Los incendios en Australia son los peores en su historia. La cantidad de humo generada es tan grande como para dar la vuelta el mundo y llegar a Sudamérica.

Enzo Campetella Enzo Campetella 15 Nov 2019 - 21:21 UTC
Incendios Australia
La masa de humo generada por los incendios en Australia son claramente observables desde el espacio. Imagen: satélite Suomi NPP

Nueva Gales del Sur, en el sureste de Australia, está viviendo los peores incendios de su historia este mes de noviembre. Una conjunción de parámetros meteorológicos han dado lugar a un verdadero desastre: altas temperaturas con bajísimo contenido de humedad en el ambiente y viento intenso. Así, está servido el cóctel perfecto para el desarrollo de incendios en esta zona australiana, que generalmente es afectada por este tipo de siniestros, pero no tan extraordinarios.

El humo llegó a Argentina

El pasado jueves 14 de noviembre, el Servicio Meteorológico de Argentina informó que, después de varios días con incendios devastadores en Australia, el humo fue transportado por el viento sobre el océano Pacífico hasta alcanzar Sudamérica. Después de 12.000 kilómetros, la pluma de humo tocó territorio argentino.

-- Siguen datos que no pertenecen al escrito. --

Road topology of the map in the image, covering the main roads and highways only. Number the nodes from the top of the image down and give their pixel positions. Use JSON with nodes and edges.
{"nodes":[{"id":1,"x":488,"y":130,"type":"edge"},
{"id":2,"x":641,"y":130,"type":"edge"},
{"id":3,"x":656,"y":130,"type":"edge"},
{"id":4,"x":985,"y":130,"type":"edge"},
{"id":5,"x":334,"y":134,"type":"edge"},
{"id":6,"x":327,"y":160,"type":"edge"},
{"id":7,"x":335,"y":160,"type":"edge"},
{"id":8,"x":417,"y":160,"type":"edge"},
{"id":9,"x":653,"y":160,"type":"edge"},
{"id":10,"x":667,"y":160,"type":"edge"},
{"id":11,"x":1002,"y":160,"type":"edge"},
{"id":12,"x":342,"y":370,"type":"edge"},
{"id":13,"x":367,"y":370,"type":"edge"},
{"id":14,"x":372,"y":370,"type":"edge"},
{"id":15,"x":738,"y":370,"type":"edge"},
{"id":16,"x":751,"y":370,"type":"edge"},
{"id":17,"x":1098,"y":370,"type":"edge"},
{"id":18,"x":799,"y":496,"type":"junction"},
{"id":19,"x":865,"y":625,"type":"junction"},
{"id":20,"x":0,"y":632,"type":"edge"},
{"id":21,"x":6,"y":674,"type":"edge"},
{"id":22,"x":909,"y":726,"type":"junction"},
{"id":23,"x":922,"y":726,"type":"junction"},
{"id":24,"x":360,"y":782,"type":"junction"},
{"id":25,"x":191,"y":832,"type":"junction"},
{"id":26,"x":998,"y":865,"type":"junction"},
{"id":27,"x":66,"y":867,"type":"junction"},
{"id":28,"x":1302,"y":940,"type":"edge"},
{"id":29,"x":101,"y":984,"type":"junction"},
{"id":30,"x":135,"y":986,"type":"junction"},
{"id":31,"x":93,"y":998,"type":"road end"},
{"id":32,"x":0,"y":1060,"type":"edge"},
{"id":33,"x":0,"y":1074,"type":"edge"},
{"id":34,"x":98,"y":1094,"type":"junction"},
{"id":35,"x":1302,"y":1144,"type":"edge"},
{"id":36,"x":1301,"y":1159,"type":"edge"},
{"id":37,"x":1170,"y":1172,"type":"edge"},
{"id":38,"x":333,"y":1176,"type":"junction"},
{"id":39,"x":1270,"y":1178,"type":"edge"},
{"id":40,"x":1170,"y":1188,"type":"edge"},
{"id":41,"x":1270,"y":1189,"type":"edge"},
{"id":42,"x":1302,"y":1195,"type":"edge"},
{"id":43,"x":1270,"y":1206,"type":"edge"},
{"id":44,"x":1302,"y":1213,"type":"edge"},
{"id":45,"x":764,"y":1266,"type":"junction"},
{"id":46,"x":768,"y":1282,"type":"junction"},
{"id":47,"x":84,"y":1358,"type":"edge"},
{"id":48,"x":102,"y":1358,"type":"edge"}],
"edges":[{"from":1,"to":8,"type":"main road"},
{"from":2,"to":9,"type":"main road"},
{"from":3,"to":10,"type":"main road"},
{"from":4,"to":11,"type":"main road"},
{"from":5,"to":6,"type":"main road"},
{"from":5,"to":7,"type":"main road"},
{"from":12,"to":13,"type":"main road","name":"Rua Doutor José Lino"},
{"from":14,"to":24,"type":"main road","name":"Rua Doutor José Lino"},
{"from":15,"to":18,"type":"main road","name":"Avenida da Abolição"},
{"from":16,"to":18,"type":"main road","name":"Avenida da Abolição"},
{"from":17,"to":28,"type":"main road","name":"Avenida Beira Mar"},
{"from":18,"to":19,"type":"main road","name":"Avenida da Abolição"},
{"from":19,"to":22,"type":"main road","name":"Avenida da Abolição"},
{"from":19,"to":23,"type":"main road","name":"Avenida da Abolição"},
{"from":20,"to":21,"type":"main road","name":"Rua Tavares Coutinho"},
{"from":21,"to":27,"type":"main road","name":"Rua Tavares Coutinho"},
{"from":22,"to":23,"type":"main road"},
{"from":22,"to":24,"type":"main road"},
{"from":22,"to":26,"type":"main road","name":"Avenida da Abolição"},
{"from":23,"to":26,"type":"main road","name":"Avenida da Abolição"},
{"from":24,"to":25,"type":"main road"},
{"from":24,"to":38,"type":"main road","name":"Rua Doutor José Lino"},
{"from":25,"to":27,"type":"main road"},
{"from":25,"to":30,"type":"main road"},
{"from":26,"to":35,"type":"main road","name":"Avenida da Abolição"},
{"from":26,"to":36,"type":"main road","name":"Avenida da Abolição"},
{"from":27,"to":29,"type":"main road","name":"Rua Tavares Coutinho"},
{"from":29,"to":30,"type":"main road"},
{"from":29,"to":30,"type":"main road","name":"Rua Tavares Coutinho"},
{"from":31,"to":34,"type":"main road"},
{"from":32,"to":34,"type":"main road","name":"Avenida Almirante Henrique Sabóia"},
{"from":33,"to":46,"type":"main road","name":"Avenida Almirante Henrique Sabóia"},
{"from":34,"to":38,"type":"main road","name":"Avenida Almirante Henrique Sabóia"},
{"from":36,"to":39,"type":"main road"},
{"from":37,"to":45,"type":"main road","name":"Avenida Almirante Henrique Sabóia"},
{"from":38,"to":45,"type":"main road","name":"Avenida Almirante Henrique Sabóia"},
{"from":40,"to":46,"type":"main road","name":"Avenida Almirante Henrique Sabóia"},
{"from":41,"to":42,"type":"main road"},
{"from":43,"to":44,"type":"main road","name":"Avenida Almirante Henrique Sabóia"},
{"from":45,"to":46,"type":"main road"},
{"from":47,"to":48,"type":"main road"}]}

La autoridad meteorológica de Argentina ha alertado que, mientras continúen los focos en Australia, nuevas irrupciones de humo virtualmente podrán dar la vuelta al mundo hasta alcanzar otra vez el país.

Si bien muchos focos van siendo controlados, el panorama no es el mejor ya que todavía queda por delante un largo verano con pronósticos de sequías prolongadas. Apagar este tipo de incendios puede llevar meses de trabajo. Hace 10 años la zona vivió una gran tragedia con más de 370 muertos en lo que se conoce como Black Saturday por la suma de incendios y altas temperaturas. La ola de calor de 2014 se catalogó como “extrema”, es posible que este año haya que inventar una nueva definición: “muy extrema”.

Lo peor puede estar por venir

Por regla general, la temporada de incendios en Australia se extiende entre octubre y marzo. La costa este del país generalmente es alcanzada durante el verano por vientos secos y masas de aire muy calurosas que se desarrollan en el desierto central. En esta situación, algo notable es que aproximadamente 600 escuelas en Sydney y otras ciudades fueron cerradas debido a la amenaza de incendio, de acuerdo a lo indicado por Earth Observatory.

El Bureau de Meteorología de Australia reportó la falta de lluvias a gran parte de Nueva Gales del Sur, Queensland y Australia del Sur desde principios de 2017. Mientras esta situación se desarrolla, el gobierno australiano tiene que maximizar los esfuerzos no solo para contener estos incendios, sino además sabiendo que las peores olas de calor del verano están por llegar con pronósticos nada alentadores.

Las cosas fueron a peor cuando el viceprimer ministro, Michael McCormack, un 'negacionista' del cambio climático dijo el lunes pasado que “los que se preocupan por el cambio climático son unos locos delirantes de la ciudad. Hemos tenido incendios en Australia desde el comienzo de los tiempos. Lo que la gente necesita ahora es un poco de simpatía, comprensión y asistencia real: necesitan ayuda, necesitan refugio”. No todos piensan lo mismo.